GPUs Lift Heavy Simulation Load

Astec Industries designs and manufactures heavy equipment for the construction and road building industries. Its machines need to crush, move, and mix rocks, and the company relies heavily on fluid, mechanical, and multi-body dynamics simulations, as well as discrete element method (DEM) simulation to model the behavior of gravel, rocks and other particles.

Andrew Hobbs, Director of Advanced Technologies at Astec Digital, spoke to us about how GPU acceleration has helped advance its DEM simulation via its Altair EDEM software, which is part of the Altair® HyperWorks® design and simulation platform. Using NVIDIA's flagship desktop GPU, the NVIDIA RTX™ A6000 GPUs, Astec testing showed a 90x improvement in simulating realistic particle shapes.

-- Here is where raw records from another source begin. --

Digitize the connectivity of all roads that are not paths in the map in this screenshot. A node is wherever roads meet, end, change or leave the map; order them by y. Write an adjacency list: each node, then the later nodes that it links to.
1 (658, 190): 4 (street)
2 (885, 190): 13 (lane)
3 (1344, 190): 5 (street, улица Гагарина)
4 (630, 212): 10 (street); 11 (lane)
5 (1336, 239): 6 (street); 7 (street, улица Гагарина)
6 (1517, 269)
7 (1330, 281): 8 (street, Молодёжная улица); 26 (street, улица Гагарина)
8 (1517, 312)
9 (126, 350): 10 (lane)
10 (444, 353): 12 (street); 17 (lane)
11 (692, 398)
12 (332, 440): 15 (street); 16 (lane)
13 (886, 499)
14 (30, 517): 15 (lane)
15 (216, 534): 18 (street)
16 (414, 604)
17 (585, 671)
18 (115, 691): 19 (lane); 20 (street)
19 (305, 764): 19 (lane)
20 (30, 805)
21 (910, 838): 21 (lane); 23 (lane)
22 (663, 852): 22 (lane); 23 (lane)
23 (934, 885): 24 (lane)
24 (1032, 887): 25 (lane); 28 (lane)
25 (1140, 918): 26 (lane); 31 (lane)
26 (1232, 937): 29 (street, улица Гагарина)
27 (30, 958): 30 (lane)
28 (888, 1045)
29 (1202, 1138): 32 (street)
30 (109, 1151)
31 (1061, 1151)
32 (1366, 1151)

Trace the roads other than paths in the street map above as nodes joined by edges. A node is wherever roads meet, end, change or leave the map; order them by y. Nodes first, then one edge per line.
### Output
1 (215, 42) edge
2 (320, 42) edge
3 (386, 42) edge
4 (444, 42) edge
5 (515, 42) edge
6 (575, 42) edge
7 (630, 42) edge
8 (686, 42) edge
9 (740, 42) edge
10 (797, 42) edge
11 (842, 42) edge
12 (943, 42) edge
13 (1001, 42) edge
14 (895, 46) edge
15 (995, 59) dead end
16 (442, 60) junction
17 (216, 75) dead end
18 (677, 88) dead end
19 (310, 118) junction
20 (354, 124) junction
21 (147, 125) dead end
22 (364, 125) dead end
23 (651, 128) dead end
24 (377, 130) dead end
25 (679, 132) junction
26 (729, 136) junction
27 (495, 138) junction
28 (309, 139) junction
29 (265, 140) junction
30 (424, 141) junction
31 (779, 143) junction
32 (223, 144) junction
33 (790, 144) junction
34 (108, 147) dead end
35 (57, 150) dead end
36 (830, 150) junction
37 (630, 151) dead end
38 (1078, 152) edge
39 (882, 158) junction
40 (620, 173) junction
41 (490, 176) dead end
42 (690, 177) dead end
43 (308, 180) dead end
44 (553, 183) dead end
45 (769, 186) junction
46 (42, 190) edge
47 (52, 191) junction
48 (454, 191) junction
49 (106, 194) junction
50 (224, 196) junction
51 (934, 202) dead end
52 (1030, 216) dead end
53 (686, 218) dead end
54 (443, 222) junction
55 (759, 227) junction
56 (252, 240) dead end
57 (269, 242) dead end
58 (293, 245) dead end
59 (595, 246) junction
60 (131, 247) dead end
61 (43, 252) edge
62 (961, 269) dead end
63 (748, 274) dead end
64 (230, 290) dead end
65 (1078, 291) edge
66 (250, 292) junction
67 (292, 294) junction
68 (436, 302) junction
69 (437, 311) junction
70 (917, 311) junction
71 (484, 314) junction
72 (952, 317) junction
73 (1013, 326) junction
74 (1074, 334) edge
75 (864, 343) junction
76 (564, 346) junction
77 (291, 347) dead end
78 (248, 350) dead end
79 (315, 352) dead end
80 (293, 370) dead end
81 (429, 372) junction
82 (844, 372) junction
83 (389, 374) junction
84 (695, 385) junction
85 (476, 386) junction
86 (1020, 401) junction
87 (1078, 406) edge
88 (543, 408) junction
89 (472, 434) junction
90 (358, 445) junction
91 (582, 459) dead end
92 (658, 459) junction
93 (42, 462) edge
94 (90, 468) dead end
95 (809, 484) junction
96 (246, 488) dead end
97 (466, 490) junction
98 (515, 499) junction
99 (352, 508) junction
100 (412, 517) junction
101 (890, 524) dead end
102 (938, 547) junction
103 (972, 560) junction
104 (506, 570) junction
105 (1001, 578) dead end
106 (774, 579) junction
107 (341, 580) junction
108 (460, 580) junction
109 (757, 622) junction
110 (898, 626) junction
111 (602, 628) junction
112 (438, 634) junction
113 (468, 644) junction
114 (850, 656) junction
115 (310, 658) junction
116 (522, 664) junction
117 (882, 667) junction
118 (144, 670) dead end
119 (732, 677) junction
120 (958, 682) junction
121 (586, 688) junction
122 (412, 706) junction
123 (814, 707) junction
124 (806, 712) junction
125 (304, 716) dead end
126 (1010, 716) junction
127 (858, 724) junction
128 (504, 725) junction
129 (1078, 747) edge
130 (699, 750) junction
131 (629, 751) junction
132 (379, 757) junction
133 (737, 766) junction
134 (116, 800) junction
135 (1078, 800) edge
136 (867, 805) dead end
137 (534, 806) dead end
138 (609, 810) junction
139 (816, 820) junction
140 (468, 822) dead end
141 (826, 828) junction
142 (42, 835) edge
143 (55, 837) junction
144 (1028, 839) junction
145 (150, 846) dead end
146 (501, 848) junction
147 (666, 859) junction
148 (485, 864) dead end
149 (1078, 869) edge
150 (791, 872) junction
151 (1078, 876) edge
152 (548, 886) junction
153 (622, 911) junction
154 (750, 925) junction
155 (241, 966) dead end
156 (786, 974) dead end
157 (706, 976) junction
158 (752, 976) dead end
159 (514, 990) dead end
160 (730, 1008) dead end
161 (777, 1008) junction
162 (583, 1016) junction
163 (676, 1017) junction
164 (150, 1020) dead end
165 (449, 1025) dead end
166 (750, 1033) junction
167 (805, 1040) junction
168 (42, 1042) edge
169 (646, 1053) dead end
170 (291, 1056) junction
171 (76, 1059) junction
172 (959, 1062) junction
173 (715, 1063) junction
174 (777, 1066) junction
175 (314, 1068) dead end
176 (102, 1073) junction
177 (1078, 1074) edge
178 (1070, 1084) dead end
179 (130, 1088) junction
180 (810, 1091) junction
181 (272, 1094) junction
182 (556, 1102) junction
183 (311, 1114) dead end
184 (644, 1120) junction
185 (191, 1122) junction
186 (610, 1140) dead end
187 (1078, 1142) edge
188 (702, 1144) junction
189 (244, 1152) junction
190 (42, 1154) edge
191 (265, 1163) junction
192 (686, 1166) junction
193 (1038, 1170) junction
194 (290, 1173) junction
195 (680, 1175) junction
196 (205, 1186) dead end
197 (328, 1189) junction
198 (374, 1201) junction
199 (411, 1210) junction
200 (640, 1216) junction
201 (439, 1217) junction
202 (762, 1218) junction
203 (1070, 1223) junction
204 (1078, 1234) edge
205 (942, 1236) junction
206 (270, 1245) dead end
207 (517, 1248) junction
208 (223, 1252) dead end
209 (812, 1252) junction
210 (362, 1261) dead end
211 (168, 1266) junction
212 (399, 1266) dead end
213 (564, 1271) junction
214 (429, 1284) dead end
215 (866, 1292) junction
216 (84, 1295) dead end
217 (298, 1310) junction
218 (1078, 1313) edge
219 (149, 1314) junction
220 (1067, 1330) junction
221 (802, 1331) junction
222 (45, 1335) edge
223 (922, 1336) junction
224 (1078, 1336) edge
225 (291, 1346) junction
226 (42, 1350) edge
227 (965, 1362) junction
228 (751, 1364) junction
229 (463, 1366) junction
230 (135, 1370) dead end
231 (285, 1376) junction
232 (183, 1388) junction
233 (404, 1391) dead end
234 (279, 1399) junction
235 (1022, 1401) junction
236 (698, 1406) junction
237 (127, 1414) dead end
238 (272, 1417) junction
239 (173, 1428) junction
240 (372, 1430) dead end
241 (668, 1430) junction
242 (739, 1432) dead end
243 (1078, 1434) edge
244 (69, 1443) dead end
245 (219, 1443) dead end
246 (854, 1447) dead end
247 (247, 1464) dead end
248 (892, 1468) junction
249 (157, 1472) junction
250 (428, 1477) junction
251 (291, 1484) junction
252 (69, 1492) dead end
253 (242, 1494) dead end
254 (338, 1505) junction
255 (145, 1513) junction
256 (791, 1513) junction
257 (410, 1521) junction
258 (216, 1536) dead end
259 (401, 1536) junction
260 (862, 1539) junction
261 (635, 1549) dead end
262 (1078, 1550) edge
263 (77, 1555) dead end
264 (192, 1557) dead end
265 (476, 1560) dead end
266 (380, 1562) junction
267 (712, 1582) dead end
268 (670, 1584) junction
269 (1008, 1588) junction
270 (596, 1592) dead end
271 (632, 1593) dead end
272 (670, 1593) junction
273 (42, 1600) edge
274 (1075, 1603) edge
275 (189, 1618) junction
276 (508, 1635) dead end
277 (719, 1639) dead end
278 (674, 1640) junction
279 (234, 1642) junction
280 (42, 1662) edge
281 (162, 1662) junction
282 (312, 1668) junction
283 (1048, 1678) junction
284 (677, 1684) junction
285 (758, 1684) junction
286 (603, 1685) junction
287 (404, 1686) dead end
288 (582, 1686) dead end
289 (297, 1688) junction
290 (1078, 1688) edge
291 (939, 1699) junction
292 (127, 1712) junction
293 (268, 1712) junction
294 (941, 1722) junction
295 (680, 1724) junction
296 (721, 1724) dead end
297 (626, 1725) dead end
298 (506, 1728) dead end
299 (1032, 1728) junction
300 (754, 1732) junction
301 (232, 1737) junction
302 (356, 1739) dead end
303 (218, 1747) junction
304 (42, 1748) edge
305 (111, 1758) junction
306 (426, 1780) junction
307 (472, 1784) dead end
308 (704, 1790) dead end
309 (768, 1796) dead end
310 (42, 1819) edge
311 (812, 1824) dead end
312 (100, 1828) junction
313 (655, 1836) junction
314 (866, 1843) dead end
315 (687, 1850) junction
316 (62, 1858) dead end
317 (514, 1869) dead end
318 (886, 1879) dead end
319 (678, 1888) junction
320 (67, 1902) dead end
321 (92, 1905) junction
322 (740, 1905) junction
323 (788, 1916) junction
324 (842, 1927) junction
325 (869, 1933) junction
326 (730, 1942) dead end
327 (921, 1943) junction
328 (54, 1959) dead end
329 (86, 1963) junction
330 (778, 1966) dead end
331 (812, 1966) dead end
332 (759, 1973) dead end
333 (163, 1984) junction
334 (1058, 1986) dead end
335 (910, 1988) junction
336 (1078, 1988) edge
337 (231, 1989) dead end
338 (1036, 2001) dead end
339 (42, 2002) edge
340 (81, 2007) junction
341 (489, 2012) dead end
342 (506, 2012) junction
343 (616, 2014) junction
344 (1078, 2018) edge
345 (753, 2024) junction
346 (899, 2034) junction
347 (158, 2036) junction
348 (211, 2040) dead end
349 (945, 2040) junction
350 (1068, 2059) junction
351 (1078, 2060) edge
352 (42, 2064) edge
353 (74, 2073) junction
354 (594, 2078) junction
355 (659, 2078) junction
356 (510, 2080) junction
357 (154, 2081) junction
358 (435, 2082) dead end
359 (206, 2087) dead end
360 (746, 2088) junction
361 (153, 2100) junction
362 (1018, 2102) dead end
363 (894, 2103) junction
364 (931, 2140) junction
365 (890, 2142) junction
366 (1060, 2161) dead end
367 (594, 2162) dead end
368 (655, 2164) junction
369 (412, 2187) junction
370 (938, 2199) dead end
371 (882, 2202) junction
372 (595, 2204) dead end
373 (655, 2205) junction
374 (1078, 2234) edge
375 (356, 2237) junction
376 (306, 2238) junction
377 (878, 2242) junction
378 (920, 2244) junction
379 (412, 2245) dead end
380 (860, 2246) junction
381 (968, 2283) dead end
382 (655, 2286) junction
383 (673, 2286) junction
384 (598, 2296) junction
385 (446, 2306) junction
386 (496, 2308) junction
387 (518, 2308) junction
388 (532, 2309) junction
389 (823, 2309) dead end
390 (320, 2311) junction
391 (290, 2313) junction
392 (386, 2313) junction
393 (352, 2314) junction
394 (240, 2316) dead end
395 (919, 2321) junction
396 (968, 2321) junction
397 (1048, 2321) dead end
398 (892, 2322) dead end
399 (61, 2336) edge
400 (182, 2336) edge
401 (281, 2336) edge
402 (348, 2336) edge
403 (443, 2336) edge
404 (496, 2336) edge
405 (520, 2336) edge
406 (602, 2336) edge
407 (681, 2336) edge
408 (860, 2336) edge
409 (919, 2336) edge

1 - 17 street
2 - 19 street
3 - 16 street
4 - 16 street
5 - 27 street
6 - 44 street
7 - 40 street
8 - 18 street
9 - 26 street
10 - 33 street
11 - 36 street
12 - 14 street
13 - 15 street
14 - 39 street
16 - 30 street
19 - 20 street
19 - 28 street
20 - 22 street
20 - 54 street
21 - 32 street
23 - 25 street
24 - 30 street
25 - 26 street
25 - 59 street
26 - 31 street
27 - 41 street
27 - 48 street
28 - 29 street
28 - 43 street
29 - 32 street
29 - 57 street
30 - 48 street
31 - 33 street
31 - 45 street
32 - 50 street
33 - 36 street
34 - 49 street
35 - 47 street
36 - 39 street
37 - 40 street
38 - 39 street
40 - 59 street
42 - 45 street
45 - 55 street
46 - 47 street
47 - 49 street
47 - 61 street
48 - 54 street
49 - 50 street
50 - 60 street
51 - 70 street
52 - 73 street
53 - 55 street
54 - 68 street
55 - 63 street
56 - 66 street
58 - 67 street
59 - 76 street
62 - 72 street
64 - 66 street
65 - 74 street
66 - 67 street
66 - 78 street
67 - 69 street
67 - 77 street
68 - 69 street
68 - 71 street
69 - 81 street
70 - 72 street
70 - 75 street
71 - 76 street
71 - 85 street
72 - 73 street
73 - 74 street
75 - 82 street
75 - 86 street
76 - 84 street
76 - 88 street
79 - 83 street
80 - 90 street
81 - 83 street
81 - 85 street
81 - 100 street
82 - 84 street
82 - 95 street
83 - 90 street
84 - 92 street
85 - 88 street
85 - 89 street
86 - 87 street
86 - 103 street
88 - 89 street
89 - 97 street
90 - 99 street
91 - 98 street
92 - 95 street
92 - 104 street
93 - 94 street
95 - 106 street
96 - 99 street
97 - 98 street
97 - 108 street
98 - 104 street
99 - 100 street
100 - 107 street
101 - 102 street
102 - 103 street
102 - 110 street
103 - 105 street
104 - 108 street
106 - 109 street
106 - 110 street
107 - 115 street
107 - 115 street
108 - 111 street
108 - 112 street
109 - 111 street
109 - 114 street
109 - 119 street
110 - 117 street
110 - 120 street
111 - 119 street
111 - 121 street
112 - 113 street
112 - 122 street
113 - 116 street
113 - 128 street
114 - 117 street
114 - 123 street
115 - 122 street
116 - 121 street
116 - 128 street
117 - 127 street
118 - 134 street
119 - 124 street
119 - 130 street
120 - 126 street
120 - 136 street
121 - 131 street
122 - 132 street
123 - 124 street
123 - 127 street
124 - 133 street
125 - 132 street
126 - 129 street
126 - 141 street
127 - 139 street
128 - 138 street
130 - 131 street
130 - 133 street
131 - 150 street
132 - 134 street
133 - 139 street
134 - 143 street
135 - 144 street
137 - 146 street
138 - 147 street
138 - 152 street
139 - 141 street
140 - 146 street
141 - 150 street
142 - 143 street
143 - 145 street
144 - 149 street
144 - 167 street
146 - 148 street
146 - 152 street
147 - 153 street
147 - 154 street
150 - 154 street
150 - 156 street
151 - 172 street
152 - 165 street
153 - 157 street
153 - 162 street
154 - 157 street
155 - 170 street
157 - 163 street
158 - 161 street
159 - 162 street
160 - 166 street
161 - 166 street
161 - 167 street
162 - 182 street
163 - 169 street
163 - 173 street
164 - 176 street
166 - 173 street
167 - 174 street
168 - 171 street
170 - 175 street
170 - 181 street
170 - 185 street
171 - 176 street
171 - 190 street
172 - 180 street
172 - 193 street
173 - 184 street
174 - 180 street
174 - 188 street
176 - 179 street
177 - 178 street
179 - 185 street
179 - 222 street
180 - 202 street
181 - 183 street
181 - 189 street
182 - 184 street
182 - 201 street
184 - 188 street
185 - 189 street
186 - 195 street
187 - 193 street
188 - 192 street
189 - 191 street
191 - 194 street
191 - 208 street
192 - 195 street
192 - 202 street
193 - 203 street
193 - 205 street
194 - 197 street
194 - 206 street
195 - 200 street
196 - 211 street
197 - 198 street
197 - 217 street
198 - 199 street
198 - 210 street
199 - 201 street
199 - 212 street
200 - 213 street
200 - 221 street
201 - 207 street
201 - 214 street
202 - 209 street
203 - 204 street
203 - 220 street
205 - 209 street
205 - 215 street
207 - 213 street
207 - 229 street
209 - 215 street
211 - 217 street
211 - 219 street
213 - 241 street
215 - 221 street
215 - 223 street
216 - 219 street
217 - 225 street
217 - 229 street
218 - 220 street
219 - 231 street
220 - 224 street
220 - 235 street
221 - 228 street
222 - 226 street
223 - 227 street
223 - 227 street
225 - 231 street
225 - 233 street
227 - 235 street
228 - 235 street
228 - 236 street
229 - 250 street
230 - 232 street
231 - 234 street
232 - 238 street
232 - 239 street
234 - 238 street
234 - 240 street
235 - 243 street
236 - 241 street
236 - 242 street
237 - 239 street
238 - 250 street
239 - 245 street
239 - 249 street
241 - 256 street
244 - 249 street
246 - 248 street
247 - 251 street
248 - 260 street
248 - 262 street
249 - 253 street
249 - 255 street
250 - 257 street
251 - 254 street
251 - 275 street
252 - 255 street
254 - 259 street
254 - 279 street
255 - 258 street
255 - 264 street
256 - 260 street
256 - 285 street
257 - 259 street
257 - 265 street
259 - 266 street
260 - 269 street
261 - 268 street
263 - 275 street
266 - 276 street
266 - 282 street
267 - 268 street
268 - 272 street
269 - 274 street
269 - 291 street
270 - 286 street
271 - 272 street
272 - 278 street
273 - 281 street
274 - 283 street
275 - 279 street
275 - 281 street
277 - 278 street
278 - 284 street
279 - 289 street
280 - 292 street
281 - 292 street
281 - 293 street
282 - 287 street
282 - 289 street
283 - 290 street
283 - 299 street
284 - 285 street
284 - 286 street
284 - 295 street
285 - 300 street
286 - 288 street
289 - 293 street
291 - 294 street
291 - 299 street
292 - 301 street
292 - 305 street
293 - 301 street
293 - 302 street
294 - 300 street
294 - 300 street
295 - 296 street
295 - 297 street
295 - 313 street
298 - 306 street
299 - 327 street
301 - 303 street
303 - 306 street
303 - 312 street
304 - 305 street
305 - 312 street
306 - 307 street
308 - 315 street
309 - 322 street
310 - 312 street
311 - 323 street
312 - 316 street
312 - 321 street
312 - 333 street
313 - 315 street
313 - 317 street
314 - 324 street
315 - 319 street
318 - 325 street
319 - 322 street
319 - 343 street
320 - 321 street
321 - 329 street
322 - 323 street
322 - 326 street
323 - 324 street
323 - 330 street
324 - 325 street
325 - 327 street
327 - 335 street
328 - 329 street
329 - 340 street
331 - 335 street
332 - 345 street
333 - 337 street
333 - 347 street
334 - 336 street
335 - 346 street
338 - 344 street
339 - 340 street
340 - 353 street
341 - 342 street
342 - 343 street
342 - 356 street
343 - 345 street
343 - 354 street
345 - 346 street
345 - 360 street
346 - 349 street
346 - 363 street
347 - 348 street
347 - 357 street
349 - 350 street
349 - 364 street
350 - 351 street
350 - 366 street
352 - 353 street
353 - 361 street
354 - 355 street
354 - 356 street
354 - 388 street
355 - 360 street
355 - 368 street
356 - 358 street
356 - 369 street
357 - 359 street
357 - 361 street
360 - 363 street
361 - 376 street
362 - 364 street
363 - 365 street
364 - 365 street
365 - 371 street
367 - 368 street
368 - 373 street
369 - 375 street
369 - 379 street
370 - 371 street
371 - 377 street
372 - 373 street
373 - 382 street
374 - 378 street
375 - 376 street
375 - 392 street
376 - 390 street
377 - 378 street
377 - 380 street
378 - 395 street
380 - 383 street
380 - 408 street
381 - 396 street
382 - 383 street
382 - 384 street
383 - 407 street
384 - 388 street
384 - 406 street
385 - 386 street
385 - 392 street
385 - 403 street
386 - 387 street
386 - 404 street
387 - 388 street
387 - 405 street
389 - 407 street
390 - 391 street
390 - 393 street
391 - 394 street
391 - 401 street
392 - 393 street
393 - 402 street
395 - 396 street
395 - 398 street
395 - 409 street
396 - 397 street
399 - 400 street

Hobbs began his career as a graduate in 2001 with Astec doing FEA and CFD simulations. Since then, the simulation team has grown from one employee to eight. Over more than 20 years, the company gradually expanded its use of simulation to the point that it is now an essential part of the design workflow. 

You can learn more about Astec and its DEM efforts in these videos about simulation of rock crushing and asphalt mixing, as well as a video interview with Hobbs. You can also read more about NVIDIA RTX GPUs and Altair EDEM here and here.

What are some of the key simulation challenges you face at Astec?

We are a company that makes equipment for every part of the Rock to Road® process, from getting rocks out of the ground, making them smaller, to moving, sorting, and stockpiling, through to asphalt and concrete plants, all the way to pavers and reclaimers. For asphalt production we design plants that heat and dry rock and mix and coat it with liquid bitumen. These are very complex multi-physics processes with high energy requirements. Simulation provides us with a tool to analyze and optimize our designs for better performance and efficiency.

We started using EDEM, which is now part of Altair, in 2006 in the very early days of commercial DEM codes.  Initially the CPU compute power was not there to do everything we wanted to do, but the application was a good fit. 

In much of our equipment harsh operating conditions and high temperatures mean direct observation of the internal process is impossible.  You can see what is going in and coming out, but changes to internal features have historically been very trial and error.  DEM gives us visibility into what is happening inside the equipment, and then the opportunity to very quickly try different design changes to see how they can affect performance. It has been a game changer for equipment design.

How has DEM evolved? How accurately can you predict the behavior of irregular objects like gravel? DEM has traditionally used spheres, correct?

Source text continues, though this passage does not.